==== EXCERPTED DATA ====

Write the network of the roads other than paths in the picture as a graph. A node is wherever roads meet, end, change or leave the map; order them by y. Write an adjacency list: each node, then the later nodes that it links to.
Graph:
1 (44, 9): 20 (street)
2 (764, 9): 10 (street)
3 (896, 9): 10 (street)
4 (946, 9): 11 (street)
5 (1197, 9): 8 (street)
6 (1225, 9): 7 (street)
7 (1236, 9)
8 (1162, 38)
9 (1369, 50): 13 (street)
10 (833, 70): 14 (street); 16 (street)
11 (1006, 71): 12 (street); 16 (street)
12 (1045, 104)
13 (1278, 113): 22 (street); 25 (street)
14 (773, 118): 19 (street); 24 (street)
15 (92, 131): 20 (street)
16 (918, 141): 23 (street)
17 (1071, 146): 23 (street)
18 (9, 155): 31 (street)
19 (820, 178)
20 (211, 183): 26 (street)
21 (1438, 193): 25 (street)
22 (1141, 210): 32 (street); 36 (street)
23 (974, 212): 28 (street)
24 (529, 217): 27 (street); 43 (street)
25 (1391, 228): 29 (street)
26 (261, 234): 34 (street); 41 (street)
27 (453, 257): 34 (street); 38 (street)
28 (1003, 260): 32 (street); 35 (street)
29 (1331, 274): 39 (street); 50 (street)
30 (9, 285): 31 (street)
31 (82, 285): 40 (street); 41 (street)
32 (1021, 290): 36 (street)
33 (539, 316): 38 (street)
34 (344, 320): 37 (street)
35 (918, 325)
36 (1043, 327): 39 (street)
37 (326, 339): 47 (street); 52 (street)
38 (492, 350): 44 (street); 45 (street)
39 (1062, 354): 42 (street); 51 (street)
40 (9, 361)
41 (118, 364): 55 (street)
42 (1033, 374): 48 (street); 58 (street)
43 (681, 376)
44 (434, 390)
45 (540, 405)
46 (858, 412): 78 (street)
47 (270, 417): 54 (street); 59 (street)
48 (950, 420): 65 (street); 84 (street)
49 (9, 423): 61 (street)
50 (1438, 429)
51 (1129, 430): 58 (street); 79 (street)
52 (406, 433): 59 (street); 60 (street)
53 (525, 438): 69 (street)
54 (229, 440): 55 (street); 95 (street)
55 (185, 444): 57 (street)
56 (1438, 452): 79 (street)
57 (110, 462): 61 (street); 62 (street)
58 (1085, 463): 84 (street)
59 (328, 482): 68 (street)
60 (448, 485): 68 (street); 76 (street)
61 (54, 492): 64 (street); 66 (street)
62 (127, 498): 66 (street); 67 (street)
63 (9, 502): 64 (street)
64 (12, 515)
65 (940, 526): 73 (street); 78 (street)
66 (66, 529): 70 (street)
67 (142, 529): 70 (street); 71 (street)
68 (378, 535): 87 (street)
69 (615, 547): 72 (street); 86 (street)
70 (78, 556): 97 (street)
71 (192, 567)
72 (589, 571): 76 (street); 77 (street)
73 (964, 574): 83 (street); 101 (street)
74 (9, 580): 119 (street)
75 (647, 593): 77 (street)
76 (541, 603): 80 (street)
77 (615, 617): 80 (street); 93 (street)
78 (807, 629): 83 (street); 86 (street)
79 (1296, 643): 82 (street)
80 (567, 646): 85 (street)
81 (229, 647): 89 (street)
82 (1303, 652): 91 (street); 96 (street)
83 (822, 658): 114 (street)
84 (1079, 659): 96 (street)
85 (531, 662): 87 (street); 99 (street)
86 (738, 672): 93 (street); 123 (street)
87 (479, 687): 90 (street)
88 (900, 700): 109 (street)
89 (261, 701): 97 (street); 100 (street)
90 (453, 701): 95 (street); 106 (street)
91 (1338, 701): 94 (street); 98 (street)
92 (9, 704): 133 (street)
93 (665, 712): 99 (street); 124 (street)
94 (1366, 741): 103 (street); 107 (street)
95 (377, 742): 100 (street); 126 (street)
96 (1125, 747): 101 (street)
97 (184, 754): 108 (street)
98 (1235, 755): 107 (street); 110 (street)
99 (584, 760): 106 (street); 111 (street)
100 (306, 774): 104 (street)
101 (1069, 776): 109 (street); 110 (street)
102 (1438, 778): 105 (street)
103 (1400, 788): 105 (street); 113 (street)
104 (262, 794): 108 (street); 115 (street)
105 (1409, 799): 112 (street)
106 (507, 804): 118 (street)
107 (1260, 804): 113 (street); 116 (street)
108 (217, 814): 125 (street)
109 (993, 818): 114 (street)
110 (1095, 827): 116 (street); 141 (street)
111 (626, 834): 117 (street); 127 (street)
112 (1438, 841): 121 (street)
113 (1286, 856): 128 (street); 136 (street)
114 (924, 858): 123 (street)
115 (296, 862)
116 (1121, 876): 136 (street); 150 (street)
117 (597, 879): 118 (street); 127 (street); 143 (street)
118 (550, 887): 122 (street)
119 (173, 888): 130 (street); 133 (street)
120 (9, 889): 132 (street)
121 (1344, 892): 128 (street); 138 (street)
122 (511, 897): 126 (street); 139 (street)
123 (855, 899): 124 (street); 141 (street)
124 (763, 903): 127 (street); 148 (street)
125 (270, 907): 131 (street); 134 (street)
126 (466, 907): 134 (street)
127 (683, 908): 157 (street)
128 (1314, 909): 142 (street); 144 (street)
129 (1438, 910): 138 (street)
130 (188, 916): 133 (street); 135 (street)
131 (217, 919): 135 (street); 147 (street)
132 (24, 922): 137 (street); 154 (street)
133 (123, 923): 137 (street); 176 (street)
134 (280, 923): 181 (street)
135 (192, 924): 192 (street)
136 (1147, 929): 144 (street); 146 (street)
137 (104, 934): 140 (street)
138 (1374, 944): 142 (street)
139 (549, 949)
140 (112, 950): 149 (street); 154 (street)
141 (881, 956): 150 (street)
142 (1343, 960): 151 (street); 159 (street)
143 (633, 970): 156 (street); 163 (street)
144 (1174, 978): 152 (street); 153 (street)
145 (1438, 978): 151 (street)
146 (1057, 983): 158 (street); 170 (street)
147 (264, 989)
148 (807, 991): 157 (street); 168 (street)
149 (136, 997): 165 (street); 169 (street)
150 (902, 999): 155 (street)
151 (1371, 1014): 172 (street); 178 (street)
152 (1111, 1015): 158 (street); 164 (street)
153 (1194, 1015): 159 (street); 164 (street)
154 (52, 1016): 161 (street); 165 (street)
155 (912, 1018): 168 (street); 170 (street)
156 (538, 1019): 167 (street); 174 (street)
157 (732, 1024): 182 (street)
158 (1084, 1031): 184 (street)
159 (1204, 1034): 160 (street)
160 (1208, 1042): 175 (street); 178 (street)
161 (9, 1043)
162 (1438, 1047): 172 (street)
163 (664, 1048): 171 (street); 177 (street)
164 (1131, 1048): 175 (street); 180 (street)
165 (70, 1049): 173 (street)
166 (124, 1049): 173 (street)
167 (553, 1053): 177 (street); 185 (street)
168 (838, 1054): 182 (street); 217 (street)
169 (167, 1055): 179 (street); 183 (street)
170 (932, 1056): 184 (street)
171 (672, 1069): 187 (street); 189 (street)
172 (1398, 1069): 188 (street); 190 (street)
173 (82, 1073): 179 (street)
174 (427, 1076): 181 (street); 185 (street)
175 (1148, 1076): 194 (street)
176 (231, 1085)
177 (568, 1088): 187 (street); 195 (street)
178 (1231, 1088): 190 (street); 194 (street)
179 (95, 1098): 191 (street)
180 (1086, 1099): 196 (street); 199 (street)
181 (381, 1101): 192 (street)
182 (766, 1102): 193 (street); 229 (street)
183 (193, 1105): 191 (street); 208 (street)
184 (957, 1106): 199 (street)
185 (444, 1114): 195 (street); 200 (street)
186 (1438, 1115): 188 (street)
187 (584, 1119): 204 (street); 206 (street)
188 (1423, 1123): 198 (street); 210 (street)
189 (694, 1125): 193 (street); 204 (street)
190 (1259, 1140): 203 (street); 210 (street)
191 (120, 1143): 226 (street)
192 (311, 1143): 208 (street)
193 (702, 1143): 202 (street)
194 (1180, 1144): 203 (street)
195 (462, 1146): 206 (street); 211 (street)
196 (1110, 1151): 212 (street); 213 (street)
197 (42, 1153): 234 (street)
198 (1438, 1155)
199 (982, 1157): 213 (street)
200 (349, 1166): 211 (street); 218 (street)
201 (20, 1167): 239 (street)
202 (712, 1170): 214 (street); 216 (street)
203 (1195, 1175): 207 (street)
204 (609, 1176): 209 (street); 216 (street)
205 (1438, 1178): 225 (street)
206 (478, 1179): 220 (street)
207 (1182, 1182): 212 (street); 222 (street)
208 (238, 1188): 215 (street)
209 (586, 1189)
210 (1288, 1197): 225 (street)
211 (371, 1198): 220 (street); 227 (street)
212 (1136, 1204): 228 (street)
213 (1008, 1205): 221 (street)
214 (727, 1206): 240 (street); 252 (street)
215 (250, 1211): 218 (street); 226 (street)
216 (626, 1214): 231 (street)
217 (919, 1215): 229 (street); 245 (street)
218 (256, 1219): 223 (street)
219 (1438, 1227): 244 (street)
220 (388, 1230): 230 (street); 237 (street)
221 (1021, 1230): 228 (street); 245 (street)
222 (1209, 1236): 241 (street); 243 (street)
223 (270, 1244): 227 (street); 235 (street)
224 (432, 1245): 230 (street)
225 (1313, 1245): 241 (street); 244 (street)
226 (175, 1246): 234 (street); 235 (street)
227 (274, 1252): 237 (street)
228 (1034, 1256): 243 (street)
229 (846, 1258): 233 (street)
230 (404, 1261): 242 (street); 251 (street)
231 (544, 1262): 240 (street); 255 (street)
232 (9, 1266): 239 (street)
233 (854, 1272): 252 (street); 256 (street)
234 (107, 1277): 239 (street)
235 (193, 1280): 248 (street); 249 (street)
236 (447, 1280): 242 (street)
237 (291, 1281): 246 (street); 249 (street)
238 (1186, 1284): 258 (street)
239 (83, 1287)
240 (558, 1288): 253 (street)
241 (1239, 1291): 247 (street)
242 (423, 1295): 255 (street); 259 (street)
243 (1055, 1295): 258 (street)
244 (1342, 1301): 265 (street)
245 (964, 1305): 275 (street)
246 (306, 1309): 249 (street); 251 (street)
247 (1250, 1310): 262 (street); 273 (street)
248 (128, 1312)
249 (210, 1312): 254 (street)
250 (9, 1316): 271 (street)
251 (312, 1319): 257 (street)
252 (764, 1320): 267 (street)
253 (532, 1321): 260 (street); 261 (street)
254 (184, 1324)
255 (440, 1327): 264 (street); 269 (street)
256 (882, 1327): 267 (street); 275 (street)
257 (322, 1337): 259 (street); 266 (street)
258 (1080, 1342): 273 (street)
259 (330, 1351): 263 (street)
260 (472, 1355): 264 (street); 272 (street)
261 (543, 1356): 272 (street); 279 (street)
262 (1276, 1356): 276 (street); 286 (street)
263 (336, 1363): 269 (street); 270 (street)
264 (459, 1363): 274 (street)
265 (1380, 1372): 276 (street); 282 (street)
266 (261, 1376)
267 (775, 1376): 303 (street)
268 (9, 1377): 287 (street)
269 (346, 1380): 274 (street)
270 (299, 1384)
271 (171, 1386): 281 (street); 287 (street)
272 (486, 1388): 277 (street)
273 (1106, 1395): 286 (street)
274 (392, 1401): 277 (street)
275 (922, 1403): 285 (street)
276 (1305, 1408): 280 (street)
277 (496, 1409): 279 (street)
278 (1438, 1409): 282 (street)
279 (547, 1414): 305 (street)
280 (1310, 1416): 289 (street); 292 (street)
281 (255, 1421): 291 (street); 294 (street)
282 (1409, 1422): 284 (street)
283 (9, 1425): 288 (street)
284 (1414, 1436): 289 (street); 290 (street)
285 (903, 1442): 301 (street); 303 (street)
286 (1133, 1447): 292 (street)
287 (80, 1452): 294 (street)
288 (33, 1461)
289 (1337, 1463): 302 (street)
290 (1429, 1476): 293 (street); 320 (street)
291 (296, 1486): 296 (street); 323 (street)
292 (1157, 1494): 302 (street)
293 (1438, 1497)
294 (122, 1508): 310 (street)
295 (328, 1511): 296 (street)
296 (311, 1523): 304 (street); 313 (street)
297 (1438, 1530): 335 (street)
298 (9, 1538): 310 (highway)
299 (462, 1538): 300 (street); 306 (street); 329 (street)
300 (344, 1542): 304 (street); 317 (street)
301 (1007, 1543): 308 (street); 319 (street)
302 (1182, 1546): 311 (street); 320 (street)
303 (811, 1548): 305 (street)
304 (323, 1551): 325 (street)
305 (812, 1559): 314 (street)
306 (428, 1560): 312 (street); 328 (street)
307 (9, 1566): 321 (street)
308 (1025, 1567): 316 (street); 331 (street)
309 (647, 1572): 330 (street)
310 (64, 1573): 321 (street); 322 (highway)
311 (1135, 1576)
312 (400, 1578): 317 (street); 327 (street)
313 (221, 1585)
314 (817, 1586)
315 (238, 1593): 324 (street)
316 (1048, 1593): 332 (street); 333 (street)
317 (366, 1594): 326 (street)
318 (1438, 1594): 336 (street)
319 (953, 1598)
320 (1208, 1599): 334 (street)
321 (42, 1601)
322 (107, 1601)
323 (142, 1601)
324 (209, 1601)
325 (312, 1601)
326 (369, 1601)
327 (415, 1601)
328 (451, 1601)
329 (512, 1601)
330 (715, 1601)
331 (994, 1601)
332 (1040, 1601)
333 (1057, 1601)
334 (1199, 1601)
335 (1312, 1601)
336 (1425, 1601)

====

▶ _TASK TO COMPLETE_
Gather all lines with the string "highway" from the data.

▶ _COMPLETED EXERCISE_
298 (9, 1538): 310 (highway)
310 (64, 1573): 321 (street); 322 (highway)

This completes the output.